WHAT YOU HAVE TO DO: Take every line containing "koʻchasi" out of the records.
►
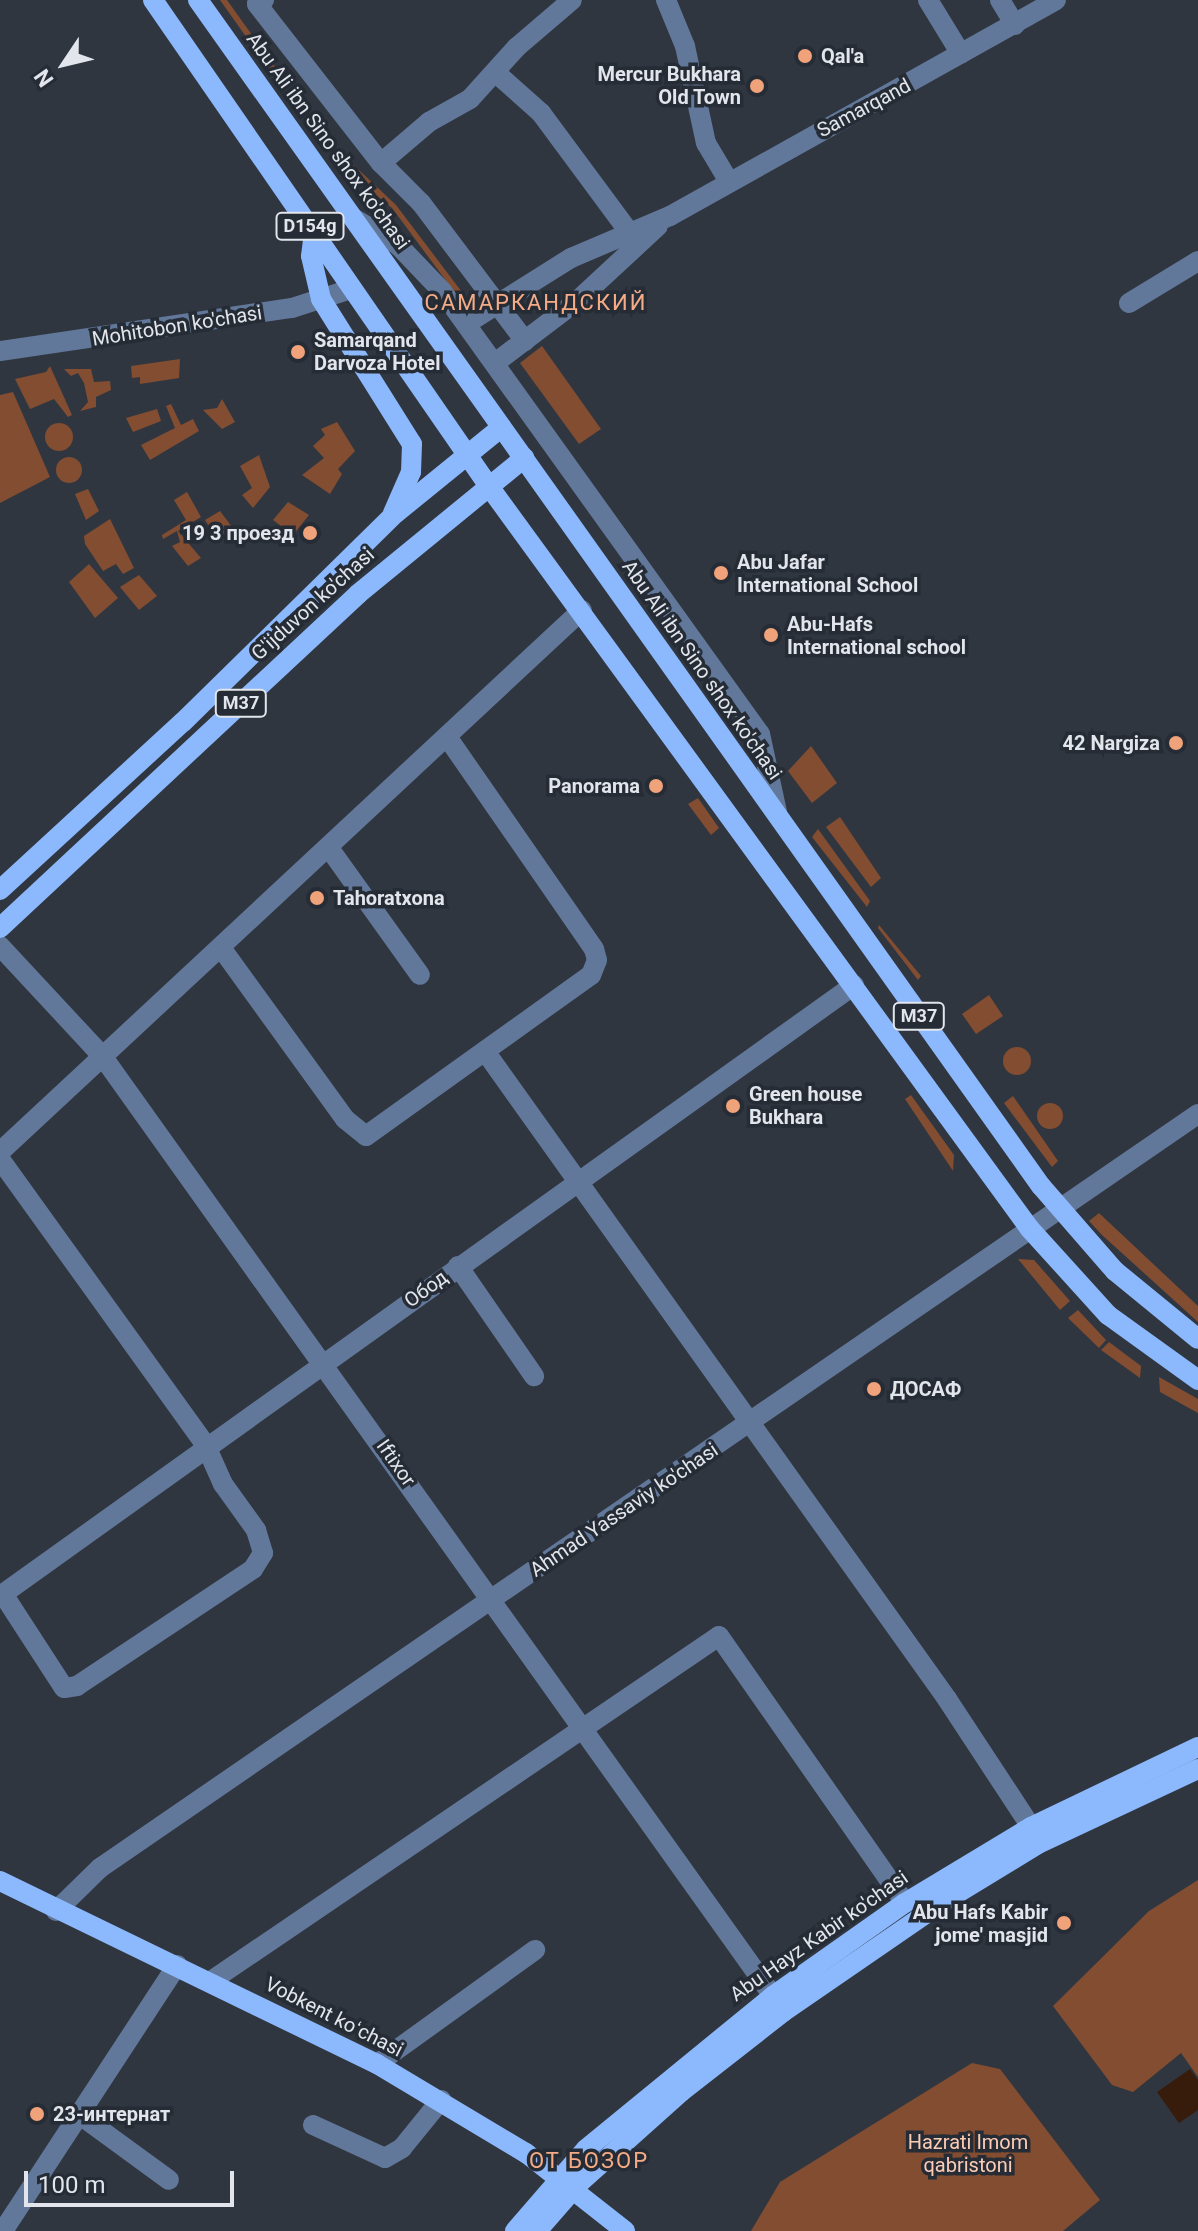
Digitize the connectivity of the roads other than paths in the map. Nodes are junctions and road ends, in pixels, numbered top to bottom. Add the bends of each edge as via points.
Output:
1 (153, 0) edge
2 (198, 0) edge
3 (572, 0) edge
4 (666, 0) edge
5 (928, 0) edge
6 (1000, 0) edge
7 (1056, 0) edge
8 (258, 1) edge
9 (1015, 25) junction
10 (961, 54) junction
11 (495, 72) junction
12 (381, 163) junction
13 (728, 180) junction
14 (670, 216) junction
15 (355, 219) junction
16 (314, 232) junction
17 (629, 232) junction
18 (1198, 261) edge
19 (351, 289) junction
20 (321, 299) junction
21 (1129, 303) dead end
22 (496, 304) junction
23 (466, 324) junction
24 (525, 341) junction
25 (0, 351) edge
26 (495, 363) junction
27 (502, 427) junction
28 (465, 453) junction
29 (524, 458) junction
30 (488, 485) junction
31 (387, 523) junction
32 (582, 610) junction
33 (448, 738) junction
34 (780, 824) junction
35 (329, 848) junction
36 (0, 890) edge
37 (0, 928) edge
38 (0, 946) edge
39 (222, 949) junction
40 (420, 975) dead end
41 (854, 985) junction
42 (487, 1054) junction
43 (103, 1057) junction
44 (1198, 1114) edge
45 (0, 1152) edge
46 (0, 1159) edge
47 (578, 1181) junction
48 (1058, 1209) junction
49 (1030, 1229) junction
50 (458, 1266) junction
51 (1198, 1339) edge
52 (325, 1362) junction
53 (534, 1376) dead end
54 (1198, 1380) edge
55 (750, 1424) junction
56 (206, 1446) junction
57 (2, 1595) edge
58 (492, 1600) junction
59 (582, 1728) junction
60 (1198, 1747) edge
61 (1198, 1769) edge
62 (1031, 1827) junction
63 (0, 1881) edge
64 (905, 1903) junction
65 (56, 1911) junction
66 (535, 1950) dead end
67 (177, 1965) junction
68 (211, 1981) junction
69 (773, 1996) junction
70 (377, 2064) junction
71 (441, 2100) junction
72 (80, 2115) junction
73 (313, 2125) dead end
74 (169, 2180) dead end
75 (565, 2183) junction
76 (3, 2231) edge
77 (515, 2231) edge
78 (537, 2231) edge
79 (625, 2231) edge

1 - 16 main road, D154g
2 - 15 main road, Abu Ali ibn Sino shox ko'chasi / D154g
3 - 11 street
4 - 13 street via 685,46 706,143
5 - 10 street
6 - 9 street
7 - 9 street, Samarqand
8 - 12 street
9 - 10 street, Samarqand
10 - 13 street, Samarqand
11 - 12 street via 470,99 429,122
11 - 17 street via 541,113
12 - 22 street via 421,203
13 - 14 street, Samarqand
14 - 17 street, Samarqand
14 - 24 street, Samarqand
15 - 23 street via 404,250
15 - 27 main road, Abu Ali ibn Sino shox ko'chasi / D154g
16 - 19 main road, D154g
16 - 20 main road via 311,256
17 - 22 street, Samarqand via 571,258
18 - 21 street
19 - 20 street, Mohitobon ko'chasi
19 - 28 main road, D154g
20 - 25 street, Mohitobon ko'chasi via 237,317
20 - 31 main road via 412,444 411,472
22 - 23 street, Samarqand
22 - 24 street
23 - 26 street
24 - 26 street, Samarqand
26 - 34 street via 760,734
27 - 28 main road, M37
27 - 29 main road, Abu Ali ibn Sino shox ko'chasi / M37
28 - 30 main road, M37
28 - 31 main road, M37
29 - 30 main road, M37
29 - 34 main road, Abu Ali ibn Sino shox ko'chasi / M37
30 - 32 main road, M37
30 - 37 main road, G'ijduvon ko'chasi / M37 via 358,594
31 - 36 main road, G'ijduvon ko'chasi / M37 via 183,722
32 - 33 street
32 - 41 main road, M37
33 - 35 street
33 - 42 street via 597,960 591,975
34 - 48 main road, Abu Ali ibn Sino shox ko'chasi / M37
35 - 39 street
35 - 40 street
38 - 43 street, Iftixor
39 - 42 street via 358,1133 366,1136
39 - 43 street
41 - 47 street, Обод
41 - 49 main road, M37
42 - 47 street
43 - 45 street
43 - 52 street, Iftixor
44 - 48 street, Ahmad Yassaviy ko'chasi
46 - 56 street
47 - 50 street, Обод
47 - 55 street
48 - 49 street, Ahmad Yassaviy ko'chasi
48 - 51 main road, Abu Ali ibn Sino shox ko'chasi / M37 via 1135,1290
49 - 54 main road, M37 via 1108,1315
49 - 55 street, Ahmad Yassaviy ko'chasi
50 - 52 street, Обод
50 - 53 street
52 - 56 street, Обод
52 - 58 street, Iftixor
55 - 58 street, Ahmad Yassaviy ko'chasi
55 - 62 street via 947,1699
56 - 57 street, Обод
56 - 57 street via 223,1484 256,1530 263,1553 253,1569 77,1686 64,1688
58 - 59 street, Iftixor
58 - 65 street, Ahmad Yassaviy ko'chasi via 100,1868
59 - 64 street via 719,1636
59 - 68 street
59 - 69 street, Iftixor
60 - 62 main road, Abu Hayz Kabir ko'chasi
61 - 75 main road, Abu Hayz Kabir ko'chasi via 1038,1844 906,1927 728,2055
62 - 64 main road, Abu Hayz Kabir ko'chasi
63 - 65 main road, Vobkent koʻchasi
64 - 69 main road, Abu Hayz Kabir ko'chasi
65 - 67 main road, Vobkent koʻchasi
66 - 70 street
67 - 68 main road, Vobkent koʻchasi
67 - 72 street
68 - 70 main road, Vobkent koʻchasi
69 - 75 main road, Abu Hayz Kabir ko'chasi via 684,2064
70 - 71 main road, Vobkent koʻchasi
71 - 73 street via 402,2148 385,2158
71 - 75 main road, Vobkent koʻchasi
72 - 74 street
72 - 76 street
75 - 77 main road, Abu Hayz Kabir ko'chasi
75 - 78 main road, Abu Hayz Kabir ko'chasi
75 - 79 main road, Vobkent koʻchasi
◄
ANSWER FOR THIS EXERCISE:
63 - 65 main road, Vobkent koʻchasi
65 - 67 main road, Vobkent koʻchasi
67 - 68 main road, Vobkent koʻchasi
68 - 70 main road, Vobkent koʻchasi
70 - 71 main road, Vobkent koʻchasi
71 - 75 main road, Vobkent koʻchasi
75 - 79 main road, Vobkent koʻchasi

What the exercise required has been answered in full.